Unnamed: 0,user_id,movie_id,predicted_rating
0,1161,1,-0.413016
1,1161,2,-0.008265
2,1161,3,1.045924
3,1161,4,0.030717
4,1161,5,-0.049258


In [59]:
!pwd
!ls -lh app


/content
total 152M
-rw-r--r-- 1 root root  96K Jan  8 17:11 movie_map.parquet
-rw-r--r-- 1 root root 152M Jan  8 17:11 pred_df.parquet


ummary & Key Takeaways

In this notebook, a collaborative filtering recommendation model was developed using Matrix Factorization (TruncatedSVD) on the MovieLens 1M dataset.

Key outcomes include:

A time-aware train/validation/test split was applied to prevent information leakage from future interactions.

A global mean baseline was established to provide a minimum performance benchmark.

The TruncatedSVD model demonstrated a clear improvement over the baseline in terms of RMSE on both validation and test sets, indicating that the model successfully captured latent user–item interaction patterns.

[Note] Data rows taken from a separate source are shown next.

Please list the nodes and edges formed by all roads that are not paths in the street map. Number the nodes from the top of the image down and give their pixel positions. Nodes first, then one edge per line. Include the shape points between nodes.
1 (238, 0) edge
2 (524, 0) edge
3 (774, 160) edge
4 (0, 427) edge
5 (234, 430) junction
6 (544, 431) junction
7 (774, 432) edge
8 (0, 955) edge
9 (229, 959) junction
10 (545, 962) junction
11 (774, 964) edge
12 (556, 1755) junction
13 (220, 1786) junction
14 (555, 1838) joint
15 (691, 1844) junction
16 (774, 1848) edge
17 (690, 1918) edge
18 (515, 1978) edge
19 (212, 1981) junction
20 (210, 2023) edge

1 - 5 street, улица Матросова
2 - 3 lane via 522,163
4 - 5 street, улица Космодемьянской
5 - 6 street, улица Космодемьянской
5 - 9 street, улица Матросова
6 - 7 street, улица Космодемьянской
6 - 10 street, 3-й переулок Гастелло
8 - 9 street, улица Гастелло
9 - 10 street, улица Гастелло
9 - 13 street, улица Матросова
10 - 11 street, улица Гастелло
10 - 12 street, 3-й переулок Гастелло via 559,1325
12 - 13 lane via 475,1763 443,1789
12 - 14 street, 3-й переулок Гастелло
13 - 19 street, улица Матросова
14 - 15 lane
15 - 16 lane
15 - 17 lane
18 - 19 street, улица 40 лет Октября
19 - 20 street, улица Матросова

Model evaluation was performed only on observed ratings, ensuring that performance metrics reflect realistic prediction scenarios.

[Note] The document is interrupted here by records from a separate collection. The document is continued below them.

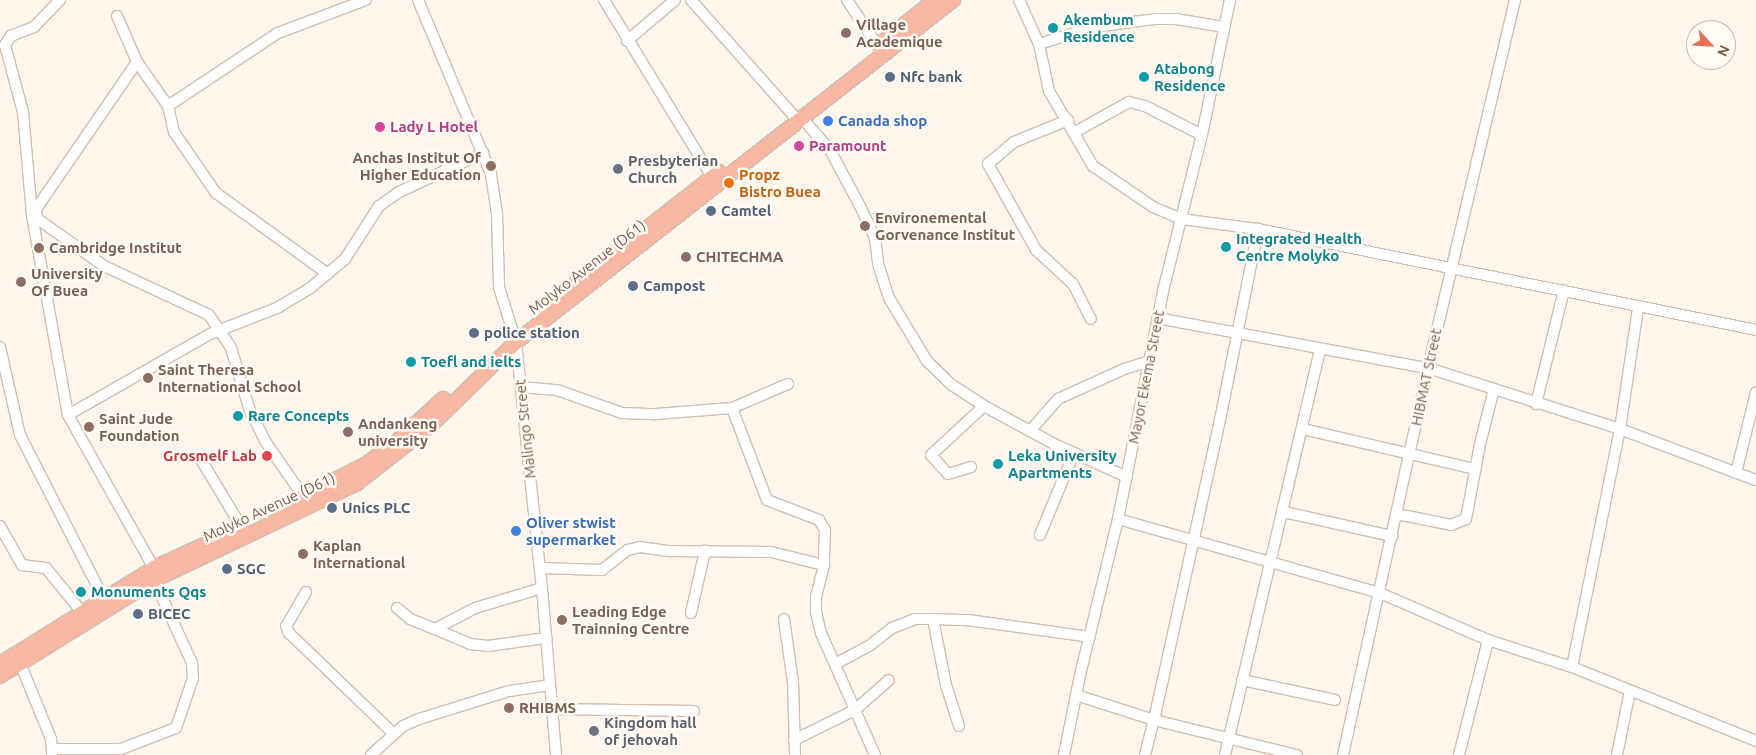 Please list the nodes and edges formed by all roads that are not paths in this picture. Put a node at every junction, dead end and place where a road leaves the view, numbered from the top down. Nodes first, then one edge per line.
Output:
1 (60, 0) edge
2 (366, 0) edge
3 (418, 0) edge
4 (604, 0) edge
5 (675, 0) edge
6 (691, 0) edge
7 (847, 0) edge
8 (935, 0) edge
9 (953, 0) edge
10 (1019, 0) edge
11 (1230, 0) edge
12 (1516, 0) edge
13 (117, 16) dead end
14 (1224, 27) junction
15 (627, 41) junction
16 (1039, 44) junction
17 (880, 50) junction
18 (137, 62) junction
19 (168, 106) junction
20 (797, 116) junction
21 (1068, 120) junction
22 (1074, 132) junction
23 (1202, 135) junction
24 (483, 153) junction
25 (712, 177) junction
26 (35, 217) junction
27 (1181, 219) junction
28 (1258, 229) junction
29 (1451, 269) junction
30 (328, 274) junction
31 (1564, 290) junction
32 (1638, 308) junction
33 (1157, 318) junction
34 (1091, 319) dead end
35 (1756, 330) edge
36 (220, 332) junction
37 (1238, 335) junction
38 (515, 337) junction
39 (0, 347) edge
40 (1320, 350) junction
41 (1150, 361) junction
42 (1428, 368) junction
43 (788, 384) dead end
44 (521, 387) junction
45 (1494, 389) junction
46 (1756, 392) edge
47 (1536, 404) junction
48 (984, 406) junction
49 (732, 408) junction
50 (68, 415) junction
51 (1303, 429) junction
52 (1620, 429) junction
53 (1030, 431) junction
54 (1074, 453) junction
55 (1409, 456) junction
56 (200, 458) dead end
57 (971, 467) dead end
58 (1475, 469) junction
59 (1736, 473) junction
60 (1127, 476) junction
61 (1756, 480) edge
62 (303, 496) junction
63 (1284, 512) junction
64 (1397, 514) junction
65 (1118, 519) junction
66 (0, 526) edge
67 (242, 528) junction
68 (1040, 535) dead end
69 (1392, 536) junction
70 (1195, 540) junction
71 (705, 551) junction
72 (1270, 560) junction
73 (824, 565) junction
74 (540, 568) junction
75 (154, 574) junction
76 (542, 588) junction
77 (306, 592) dead end
78 (1380, 593) junction
79 (106, 603) junction
80 (397, 608) dead end
81 (81, 611) junction
82 (691, 613) dead end
83 (784, 618) dead end
84 (933, 619) junction
85 (435, 629) junction
86 (1090, 637) junction
87 (546, 638) junction
88 (1488, 640) junction
89 (20, 663) junction
90 (0, 664) edge
91 (835, 664) junction
92 (1572, 667) junction
93 (0, 676) edge
94 (889, 680) dead end
95 (1242, 680) junction
96 (550, 684) junction
97 (1630, 691) junction
98 (1076, 695) junction
99 (1335, 700) dead end
100 (552, 709) junction
101 (856, 710) junction
102 (694, 711) dead end
103 (1154, 720) junction
104 (959, 726) dead end
105 (394, 734) junction
106 (794, 740) junction
107 (1228, 740) junction
108 (1756, 741) edge
109 (52, 752) edge
110 (371, 755) edge
111 (556, 755) edge
112 (795, 755) edge
113 (875, 755) edge
114 (1064, 755) edge
115 (1145, 755) edge
116 (1224, 755) edge
117 (1296, 755) edge
118 (1342, 755) edge
119 (1459, 755) edge
120 (1617, 755) edge

1 - 26 street
2 - 19 street
3 - 24 street, Malingo Street
4 - 15 street
5 - 15 street
6 - 20 street
7 - 17 street
8 - 17 highway, Molyko Avenue (D61)
9 - 17 highway, Molyko Avenue (D61)
10 - 16 street
11 - 14 street, Mayor Ekema Street
12 - 29 street, HIBMAT Street
13 - 18 street
14 - 16 street
14 - 23 street, Mayor Ekema Street
15 - 25 street
16 - 21 street
17 - 20 highway, Molyko Avenue (D61)
18 - 19 street
18 - 26 street
19 - 30 street
20 - 25 highway, Molyko Avenue (D61)
20 - 38 highway, Molyko Avenue (D61)
20 - 48 street
21 - 22 street
21 - 34 street
22 - 23 street
22 - 27 street
23 - 27 street, Mayor Ekema Street
24 - 30 street
24 - 38 street, Malingo Street
25 - 38 highway, Molyko Avenue (D61)
26 - 36 street
26 - 50 street
27 - 28 street
27 - 33 street, Mayor Ekema Street
28 - 29 street
28 - 37 street
29 - 31 street
29 - 42 street, HIBMAT Street
30 - 36 street
31 - 32 street
31 - 47 street
32 - 35 street
32 - 52 street
33 - 37 street
33 - 41 street, Mayor Ekema Street
36 - 50 street
36 - 62 street
37 - 40 street
37 - 70 street
38 - 44 street, Malingo Street
38 - 62 highway, Molyko Avenue (D61)
38 - 75 highway, Molyko Avenue (D61)
39 - 79 street
40 - 42 street
40 - 51 street
41 - 53 street
41 - 60 street, Mayor Ekema Street
42 - 45 street
42 - 55 street, HIBMAT Street
43 - 49 street
44 - 49 street
44 - 74 street, Malingo Street
45 - 47 street
45 - 58 street
46 - 59 street
47 - 52 street
48 - 53 street
48 - 57 street
49 - 73 street
50 - 75 street
51 - 55 street
51 - 63 street
52 - 59 street
52 - 92 street
53 - 54 street
54 - 60 street
54 - 68 street
55 - 58 street
55 - 64 street, HIBMAT Street
56 - 67 street
58 - 64 street
59 - 61 street
60 - 65 street, Mayor Ekema Street
62 - 67 highway, Molyko Avenue (D61)
63 - 69 street
63 - 72 street
64 - 69 street, HIBMAT Street
65 - 70 street
65 - 86 street, Mayor Ekema Street
66 - 81 street
67 - 75 highway, Molyko Avenue (D61)
69 - 78 street, HIBMAT Street
70 - 72 street
70 - 103 street
71 - 73 street
71 - 74 street
71 - 82 street
72 - 78 street
72 - 95 street
73 - 91 street
74 - 76 street, Malingo Street
75 - 79 highway, Molyko Avenue (D61)
75 - 109 street
76 - 85 street
76 - 87 street, Malingo Street
77 - 105 street
78 - 88 street
78 - 118 street, HIBMAT Street
79 - 81 highway, Molyko Avenue (D61)
79 - 89 highway, Molyko Avenue (D61)
80 - 85 street
81 - 90 highway, Molyko Avenue (D61)
83 - 106 street
84 - 86 street
84 - 91 street
84 - 104 street
85 - 87 street
86 - 98 street, Mayor Ekema Street
87 - 96 street, Malingo Street
88 - 92 street
88 - 119 street
89 - 93 highway, Molyko Avenue (D61)
89 - 109 street
91 - 101 street
92 - 97 street
94 - 101 street
95 - 99 street
95 - 107 street
96 - 100 street, Malingo Street
96 - 105 street
97 - 108 street
97 - 120 street
98 - 103 street
98 - 114 street, Mayor Ekema Street
100 - 102 street
100 - 111 street, Malingo Street
101 - 106 street
101 - 113 street
103 - 107 street
103 - 115 street
105 - 110 street
106 - 112 street
107 - 116 street
107 - 117 street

Deployment-ready artifacts were generated in a lightweight format to support efficient recommendation serving in downstream applications.

While RMSE provides a useful quantitative measure of prediction accuracy, it does not fully capture user satisfaction, diversity, or fairness of recommendations. These aspects are therefore explored in subsequent notebooks through qualitative evaluation, fairness analysis, and ethical AI considerations.

Overall, this notebook establishes a robust and reproducible foundation for recommendation generation and responsible deployment.